The second film, Kitaro and the Millennium Curse (ゲゲゲの鬼太郎 千年呪い唄, GeGeGe no Kitarō Sennen Noroi Uta), was released on July 12, 2008. Wentz reprised his role as Kitarō. It follows Kitarō and his friends as they try to solve a 1000-year-old curse that threatens the life of his human companion Kaede Hiramoto.

===Video games===
- (ゲゲゲの鬼太郎 妖怪大魔境, Gegege no Kitarō: Yōkai Daimakyō) for the Famicom (April 17, 1986; Bandai)
- (ゲゲゲの鬼太郎2 妖怪軍団の挑戦, Gegege no Kitarō 2: Yōkai Gundan no Chōsen) for the Famicom (December 22, 1987; Bandai)
- (ゲゲゲの鬼太郎 復活! 天魔大王, Gegege no Kitarō: Fukkatsu! Tenma Daiō) for the Super Famicom (February 5, 1993; Bandai)
- (ゲゲゲの鬼太郎 妖怪ドンジャラ, Gegege no Kitarō: Yōkai Donjara) for the Super Famicom (July 19, 1996; Bandai) (requires Sufami Turbo)
- (ゲゲゲの鬼太郎 妖怪創造主現る!, Gegege no Kitarō: Yōkai Sōzōshu Arawaru) for the Game Boy (December 13, 1996; Bandai)
- (ゲゲゲの鬼太郎 幻冬怪奇譚, Gegege no Kitarō: Gentōkai Kitan) for the Sega Saturn (December 27, 1996; Bandai)
- (ゲゲゲの鬼太郎, Gegege no Kitarō) for the PlayStation (January 24, 1997; Bandai)
- Hissatsu Pachinko Station Now 5: Gegege no Kitarō (必殺パチンコステーションnow5 ゲゲゲの鬼太郎) for the PlayStation (July 19, 2000; Sunsoft)
- (妖怪花あそび, Yōkai Hana Asobi) for Microsoft Windows (August 9, 2001; Unbalance)
- (ゲゲゲの鬼太郎 逆襲! 妖魔大血戦, Gegege no Kitarō: Gyakushū! Yōkai Daichisen) for the PlayStation (December 11, 2003; Konami)
- (ゲゲゲの鬼太郎 異聞妖怪奇譚, Gegege no Kitarō: Ibun Yōkaitan) for the PlayStation 2 (December 11, 2003; Konami)
- (ゲゲゲの鬼太郎 危機一発! 妖怪列島, Gegege no Kitarō: Kiki Ippatsu! Yōkai Rettō) for the Game Boy Advance (December 11, 2003; Konami)
- (ゲゲゲの鬼太郎 妖怪大運動会, Gegege no Kitarō: Yōkai Daiundōkai) for the Wii (November 22, 2007; Namco Bandai Games)

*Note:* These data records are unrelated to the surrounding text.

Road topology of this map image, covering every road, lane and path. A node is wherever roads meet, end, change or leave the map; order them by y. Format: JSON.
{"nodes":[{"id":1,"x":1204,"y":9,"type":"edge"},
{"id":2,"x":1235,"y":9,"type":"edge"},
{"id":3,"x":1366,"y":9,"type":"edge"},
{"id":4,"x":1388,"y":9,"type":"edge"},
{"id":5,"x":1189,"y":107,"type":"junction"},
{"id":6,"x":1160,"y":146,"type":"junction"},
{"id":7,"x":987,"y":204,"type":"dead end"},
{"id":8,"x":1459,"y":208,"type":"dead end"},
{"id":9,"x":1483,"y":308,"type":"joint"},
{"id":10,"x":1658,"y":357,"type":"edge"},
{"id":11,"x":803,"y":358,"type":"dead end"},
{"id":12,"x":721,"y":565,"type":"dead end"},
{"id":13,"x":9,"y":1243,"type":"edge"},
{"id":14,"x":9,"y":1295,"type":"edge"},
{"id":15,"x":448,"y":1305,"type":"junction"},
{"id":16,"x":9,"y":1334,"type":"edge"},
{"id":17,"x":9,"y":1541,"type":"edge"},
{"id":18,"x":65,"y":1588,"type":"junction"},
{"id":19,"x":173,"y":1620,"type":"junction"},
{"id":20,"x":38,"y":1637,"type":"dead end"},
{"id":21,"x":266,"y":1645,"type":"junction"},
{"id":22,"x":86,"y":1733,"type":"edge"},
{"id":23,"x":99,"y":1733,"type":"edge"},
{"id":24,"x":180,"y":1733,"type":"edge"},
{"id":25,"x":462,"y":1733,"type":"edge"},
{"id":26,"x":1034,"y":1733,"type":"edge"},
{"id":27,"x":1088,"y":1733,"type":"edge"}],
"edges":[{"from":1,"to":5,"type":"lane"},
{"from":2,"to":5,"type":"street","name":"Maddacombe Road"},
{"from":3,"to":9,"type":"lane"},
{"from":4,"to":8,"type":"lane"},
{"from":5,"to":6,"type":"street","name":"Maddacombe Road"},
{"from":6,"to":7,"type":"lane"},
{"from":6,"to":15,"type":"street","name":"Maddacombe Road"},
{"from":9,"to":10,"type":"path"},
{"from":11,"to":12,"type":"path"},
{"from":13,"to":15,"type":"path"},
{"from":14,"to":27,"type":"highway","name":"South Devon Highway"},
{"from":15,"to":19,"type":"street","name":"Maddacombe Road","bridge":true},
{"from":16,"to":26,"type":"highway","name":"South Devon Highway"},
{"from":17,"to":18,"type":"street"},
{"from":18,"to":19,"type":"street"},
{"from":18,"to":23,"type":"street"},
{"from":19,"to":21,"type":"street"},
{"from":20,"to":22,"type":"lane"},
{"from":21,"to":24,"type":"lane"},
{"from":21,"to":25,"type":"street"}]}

- (ゲゲゲの鬼太郎 妖怪大激戦, Gegege no Kitarō: Yōkai Daigekisen) for the Nintendo DS (July 10, 2008; Namco Bandai Games)

==See also==
- Yokai Monsters: Shigeru Mizuki and his friends (most notably Hiroshi Aramata and Natsuhiko Kyogoku) have participated in productions, resulting in minor crossovers between GeGeGe no Kitarō and Teito Monogatari, and Daiei Film (Kadokawa Corporation) characters including Gamera and Daimajin and Sadako Yamamura. Characters from these franchises also serve as mascots of Chōfu, with occasional joint exhibitions.